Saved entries
* * * * * * *

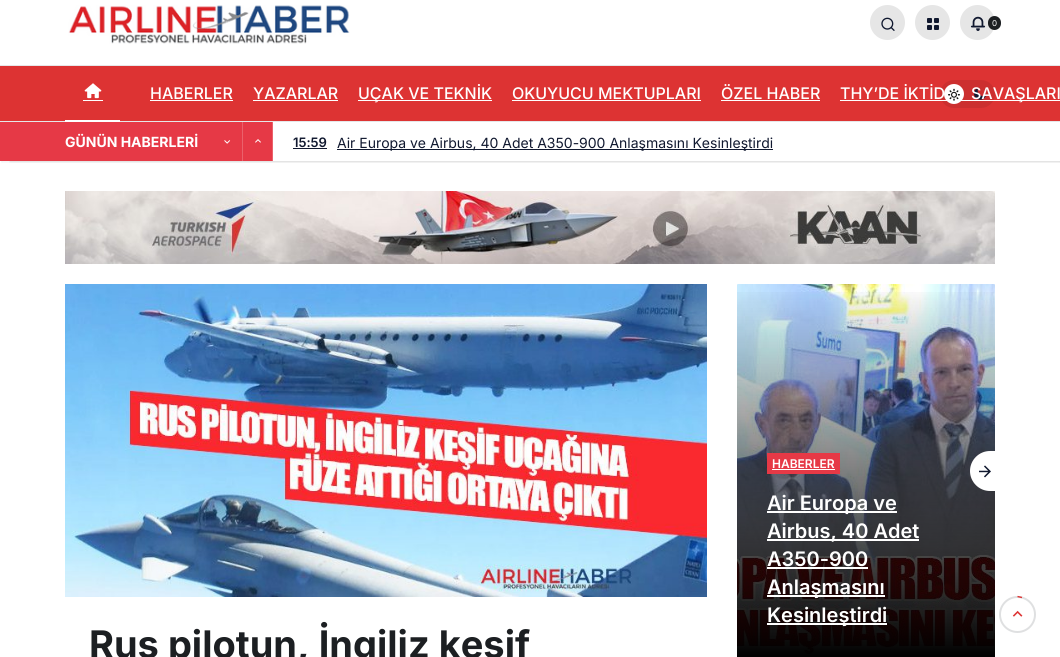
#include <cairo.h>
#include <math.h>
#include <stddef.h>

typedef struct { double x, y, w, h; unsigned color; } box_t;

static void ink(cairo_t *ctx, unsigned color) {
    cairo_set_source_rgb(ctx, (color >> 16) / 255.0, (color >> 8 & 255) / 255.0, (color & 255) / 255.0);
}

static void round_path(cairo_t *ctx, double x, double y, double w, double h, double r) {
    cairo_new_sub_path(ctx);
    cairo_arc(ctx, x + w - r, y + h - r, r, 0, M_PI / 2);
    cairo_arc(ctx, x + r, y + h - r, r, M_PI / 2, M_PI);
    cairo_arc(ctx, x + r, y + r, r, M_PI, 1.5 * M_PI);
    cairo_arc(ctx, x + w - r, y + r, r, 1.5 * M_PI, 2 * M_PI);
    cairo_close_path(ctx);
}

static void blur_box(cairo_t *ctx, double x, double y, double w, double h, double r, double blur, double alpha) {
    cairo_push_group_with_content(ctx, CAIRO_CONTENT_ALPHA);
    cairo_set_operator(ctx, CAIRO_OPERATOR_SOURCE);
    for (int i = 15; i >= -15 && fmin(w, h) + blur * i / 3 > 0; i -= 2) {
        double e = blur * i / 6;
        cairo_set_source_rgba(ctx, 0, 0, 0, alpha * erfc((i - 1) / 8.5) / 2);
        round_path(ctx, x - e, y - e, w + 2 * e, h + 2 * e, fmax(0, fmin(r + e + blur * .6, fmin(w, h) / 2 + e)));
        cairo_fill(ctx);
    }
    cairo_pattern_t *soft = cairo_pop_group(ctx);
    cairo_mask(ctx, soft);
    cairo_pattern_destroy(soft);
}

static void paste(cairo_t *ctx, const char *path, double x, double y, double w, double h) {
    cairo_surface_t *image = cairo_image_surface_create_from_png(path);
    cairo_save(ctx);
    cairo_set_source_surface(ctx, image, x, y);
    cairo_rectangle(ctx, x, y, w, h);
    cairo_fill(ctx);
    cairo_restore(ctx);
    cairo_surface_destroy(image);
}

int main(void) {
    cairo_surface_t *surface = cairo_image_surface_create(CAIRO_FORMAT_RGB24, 1060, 657);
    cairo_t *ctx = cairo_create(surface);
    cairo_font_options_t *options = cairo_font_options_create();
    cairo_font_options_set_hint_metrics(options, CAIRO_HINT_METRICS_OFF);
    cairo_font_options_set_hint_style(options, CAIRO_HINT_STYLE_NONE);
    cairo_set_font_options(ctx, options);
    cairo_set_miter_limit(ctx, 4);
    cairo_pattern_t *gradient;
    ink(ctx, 0xFFFFFF);
    cairo_paint(ctx);
    ink(ctx, 0xE6E7E9);
    cairo_rectangle(ctx, 0, 65, 1060, 1);
    cairo_fill(ctx);
    paste(ctx, "media/1.png", 68, 5, 282, 39);
    ink(ctx, 0xE6E6E6);
    cairo_arc(ctx, 887.5, 22.5, 17.5, 0, 2 * M_PI);
    cairo_fill(ctx);
    paste(ctx, "media/2.png", 881, 17, 14, 14);
    cairo_arc(ctx, 932.5, 22.5, 17.5, 0, 2 * M_PI);
    cairo_fill(ctx);
    paste(ctx, "media/3.png", 927, 18, 12, 12);
    cairo_arc(ctx, 977.5, 22.5, 17.5, 0, 2 * M_PI);
    cairo_fill(ctx);
    paste(ctx, "media/4.png", 970, 16, 16, 15);
    ink(ctx, 0x1C1F22);
    round_path(ctx, 988, 16, 13, 14, 6.5);
    cairo_fill(ctx);
    cairo_select_font_face(ctx, "Inter", CAIRO_FONT_SLANT_NORMAL, CAIRO_FONT_WEIGHT_NORMAL);
    cairo_set_font_size(ctx, 8);
    ink(ctx, 0xFFFFFF);
    cairo_move_to(ctx, 992, 26);
    cairo_show_text(ctx, "0");
    cairo_save(ctx);
    cairo_rectangle(ctx, 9, 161, 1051, 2);
    cairo_clip(ctx);
    ink(ctx, 0x000000);
    blur_box(ctx, 10, 122, 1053, 40, 0, 1, 0.1);
    cairo_restore(ctx);
    cairo_save(ctx);
    cairo_rectangle(ctx, 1, 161, 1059, 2);
    cairo_clip(ctx);
    ink(ctx, 0x000000);
    blur_box(ctx, 1, 121, 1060, 40, 0, 2.5, 0.1);
    cairo_restore(ctx);
    ink(ctx, 0xDD3333);
    cairo_rectangle(ctx, 0, 66, 1060, 55);
    cairo_fill(ctx);
    paste(ctx, "media/5.png", 84, 83, 18, 16);
    {
        static const box_t items[] = {
            {83, 100, 20, 1, 0xFFFFFF},
            {0, 121, 1060, 1, 0xE6E7E9},
            {65, 120, 55, 2, 0xFFFFFF},
        };
        for (size_t i = 0; i < sizeof items / sizeof *items; i++) {
            ink(ctx, items[i].color);
            cairo_rectangle(ctx, items[i].x, items[i].y, items[i].w, items[i].h);
            cairo_fill(ctx);
        }
    }
    ink(ctx, 0xCC2F2F);
    round_path(ctx, 940, 80, 55, 28, 14);
    cairo_fill(ctx);
    ink(ctx, 0xFFFFFF);
    cairo_rectangle(ctx, 840, 100, 220, 1);
    cairo_fill(ctx);
    cairo_arc(ctx, 954, 94, 10, 0, 2 * M_PI);
    cairo_fill(ctx);
    paste(ctx, "media/6.png", 948, 88, 12, 13);
    paste(ctx, "media/7.png", 974, 87, 12, 13);
    cairo_select_font_face(ctx, "Inter Medium", CAIRO_FONT_SLANT_NORMAL, CAIRO_FONT_WEIGHT_NORMAL);
    cairo_set_font_size(ctx, 16);
    cairo_move_to(ctx, 150, 99);
    cairo_show_text(ctx, "HABERLER");
    cairo_rectangle(ctx, 150, 100, 83, 1);
    cairo_fill(ctx);
    cairo_move_to(ctx, 253, 99);
    cairo_show_text(ctx, "YAZARLAR");
    cairo_rectangle(ctx, 253, 100, 85, 1);
    cairo_fill(ctx);
    cairo_rectangle(ctx, 358, 100, 134, 1);
    cairo_fill(ctx);
    cairo_move_to(ctx, 358, 99);
    cairo_show_text(ctx, "UÇAK VE TEKNİK");
    cairo_move_to(ctx, 512, 99);
    cairo_show_text(ctx, "OKUYUCU MEKTUPLARI");
    cairo_rectangle(ctx, 512, 100, 189, 1);
    cairo_fill(ctx);
    cairo_move_to(ctx, 721, 99);
    cairo_show_text(ctx, "ÖZEL HABER");
    cairo_rectangle(ctx, 721, 100, 99, 1);
    cairo_fill(ctx);
    cairo_move_to(ctx, 840, 99);
    cairo_show_text(ctx, "THY’DE İKTİD");
    cairo_move_to(ctx, 971, 99);
    cairo_show_text(ctx, "SAVAŞLARI");
    ink(ctx, 0xE63946);
    cairo_rectangle(ctx, 0, 122, 242, 39);
    cairo_fill(ctx);
    cairo_select_font_face(ctx, "Inter", CAIRO_FONT_SLANT_NORMAL, CAIRO_FONT_WEIGHT_BOLD);
    cairo_set_font_size(ctx, 14);
    ink(ctx, 0xFFFFFF);
    cairo_move_to(ctx, 65, 147);
    cairo_show_text(ctx, "GÜNÜN HABERLERİ");
    ink(ctx, 0xEB616B);
    cairo_rectangle(ctx, 242, 122, 1, 39);
    cairo_fill(ctx);
    paste(ctx, "media/8.png", 224, 140, 7, 4);
    ink(ctx, 0xE63946);
    cairo_rectangle(ctx, 243, 122, 29, 39);
    cairo_fill(ctx);
    ink(ctx, 0xEB616B);
    cairo_rectangle(ctx, 272, 122, 1, 39);
    cairo_fill(ctx);
    paste(ctx, "media/9.png", 255, 139, 6, 4);
    cairo_select_font_face(ctx, "Inter SemiBold", CAIRO_FONT_SLANT_NORMAL, CAIRO_FONT_WEIGHT_NORMAL);
    cairo_set_font_size(ctx, 13);
    ink(ctx, 0x10182F);
    cairo_move_to(ctx, 293, 147);
    cairo_show_text(ctx, "15:59");
    cairo_rectangle(ctx, 293, 148, 34, 1);
    cairo_fill(ctx);
    cairo_rectangle(ctx, 337, 149, 436, 1);
    cairo_fill(ctx);
    cairo_select_font_face(ctx, "Inter", CAIRO_FONT_SLANT_NORMAL, CAIRO_FONT_WEIGHT_NORMAL);
    cairo_set_font_size(ctx, 14);
    cairo_move_to(ctx, 337, 148);
    cairo_show_text(ctx, "Air Europa ve Airbus, 40 Adet A350-900 Anlaşmasını Kesinleştirdi");
    paste(ctx, "media/10.png", 65, 191, 930, 73);
    paste(ctx, "media/11.png", 737, 284, 258, 373);
    gradient = cairo_pattern_create_linear(866, 284, 866, 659);
    cairo_pattern_add_color_stop_rgba(gradient, 0, 0, 0, 0, 0);
    cairo_pattern_add_color_stop_rgba(gradient, 1, 0, 0, 0, 1);
    cairo_set_source(ctx, gradient);
    cairo_pattern_destroy(gradient);
    cairo_rectangle(ctx, 737, 292, 258, 365);
    cairo_fill(ctx);
    ink(ctx, 0xE63946);
    cairo_rectangle(ctx, 767, 453, 73, 21);
    cairo_fill(ctx);
    cairo_select_font_face(ctx, "Inter SemiBold", CAIRO_FONT_SLANT_NORMAL, CAIRO_FONT_WEIGHT_NORMAL);
    cairo_set_font_size(ctx, 12);
    ink(ctx, 0xFFFFFF);
    cairo_move_to(ctx, 772, 468);
    cairo_show_text(ctx, "HABERLER");
    cairo_rectangle(ctx, 772, 469, 63, 1);
    cairo_fill(ctx);
    cairo_rectangle(ctx, 767, 511, 130, 2);
    cairo_fill(ctx);
    cairo_set_font_size(ctx, 20);
    cairo_move_to(ctx, 767, 510);
    cairo_show_text(ctx, "Air Europa ve");
    cairo_rectangle(ctx, 767, 539, 152, 2);
    cairo_fill(ctx);
    cairo_move_to(ctx, 767, 538);
    cairo_show_text(ctx, "Airbus, 40 Adet");
    cairo_move_to(ctx, 767, 566);
    cairo_show_text(ctx, "A350-900");
    cairo_rectangle(ctx, 767, 567, 101, 2);
    cairo_fill(ctx);
    cairo_rectangle(ctx, 767, 595, 118, 2);
    cairo_fill(ctx);
    cairo_move_to(ctx, 767, 594);
    cairo_show_text(ctx, "Anlaşmasını");
    cairo_rectangle(ctx, 767, 623, 120, 2);
    cairo_fill(ctx);
    cairo_move_to(ctx, 767, 622);
    cairo_show_text(ctx, "Kesinleştirdi");
    cairo_new_path(ctx);
    cairo_move_to(ctx, 990, 451);
    cairo_line_to(ctx, 995, 451);
    cairo_line_to(ctx, 995, 491);
    cairo_line_to(ctx, 990, 491);
    cairo_curve_to(ctx, 979, 491, 970, 482, 970, 471);
    cairo_curve_to(ctx, 970, 460, 979, 451, 990, 451);
    cairo_close_path(ctx);
    cairo_fill(ctx);
    paste(ctx, "media/12.png", 979, 465, 12, 13);
    paste(ctx, "media/13.png", 65, 284, 642, 313);
    cairo_select_font_face(ctx, "Inter", CAIRO_FONT_SLANT_NORMAL, CAIRO_FONT_WEIGHT_BOLD);
    cairo_set_font_size(ctx, 38);
    ink(ctx, 0x1C1F22);
    cairo_move_to(ctx, 89, 658);
    cairo_show_text(ctx, "Rus pilotun, İngiliz keşif");
    cairo_new_path(ctx);
    cairo_arc(ctx, 1017.5, 614.5, 17.5, 0, 2 * M_PI);
    ink(ctx, 0xDFE0E1);
    cairo_stroke(ctx);
    cairo_new_path(ctx);
    cairo_move_to(ctx, 1017.5, 596.5);
    cairo_line_to(ctx, 1022, 597.5);
    ink(ctx, 0xDD3333);
    cairo_set_line_width(ctx, 1.4);
    cairo_stroke(ctx);
    paste(ctx, "media/14.png", 1012, 610, 11, 7);
    cairo_surface_write_to_png(surface, "image.png");
    cairo_font_options_destroy(options);
    cairo_destroy(ctx);
    cairo_surface_destroy(surface);
    return 0;
}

* * * * * * *

■ **Task details**:
All lines from the start of the entries above through the line containing "static void paste(cairo_t" must be transcribed exactly, both ends included, and no picture may be copied.

■ **Written response**:
#include <cairo.h>
#include <math.h>
#include <stddef.h>

typedef struct { double x, y, w, h; unsigned color; } box_t;

static void ink(cairo_t *ctx, unsigned color) {
    cairo_set_source_rgb(ctx, (color >> 16) / 255.0, (color >> 8 & 255) / 255.0, (color & 255) / 255.0);
}

static void round_path(cairo_t *ctx, double x, double y, double w, double h, double r) {
    cairo_new_sub_path(ctx);
    cairo_arc(ctx, x + w - r, y + h - r, r, 0, M_PI / 2);
    cairo_arc(ctx, x + r, y + h - r, r, M_PI / 2, M_PI);
    cairo_arc(ctx, x + r, y + r, r, M_PI, 1.5 * M_PI);
    cairo_arc(ctx, x + w - r, y + r, r, 1.5 * M_PI, 2 * M_PI);
    cairo_close_path(ctx);
}

static void blur_box(cairo_t *ctx, double x, double y, double w, double h, double r, double blur, double alpha) {
    cairo_push_group_with_content(ctx, CAIRO_CONTENT_ALPHA);
    cairo_set_operator(ctx, CAIRO_OPERATOR_SOURCE);
    for (int i = 15; i >= -15 && fmin(w, h) + blur * i / 3 > 0; i -= 2) {
        double e = blur * i / 6;
        cairo_set_source_rgba(ctx, 0, 0, 0, alpha * erfc((i - 1) / 8.5) / 2);
        round_path(ctx, x - e, y - e, w + 2 * e, h + 2 * e, fmax(0, fmin(r + e + blur * .6, fmin(w, h) / 2 + e)));
        cairo_fill(ctx);
    }
    cairo_pattern_t *soft = cairo_pop_group(ctx);
    cairo_mask(ctx, soft);
    cairo_pattern_destroy(soft);
}

static void paste(cairo_t *ctx, const char *path, double x, double y, double w, double h) {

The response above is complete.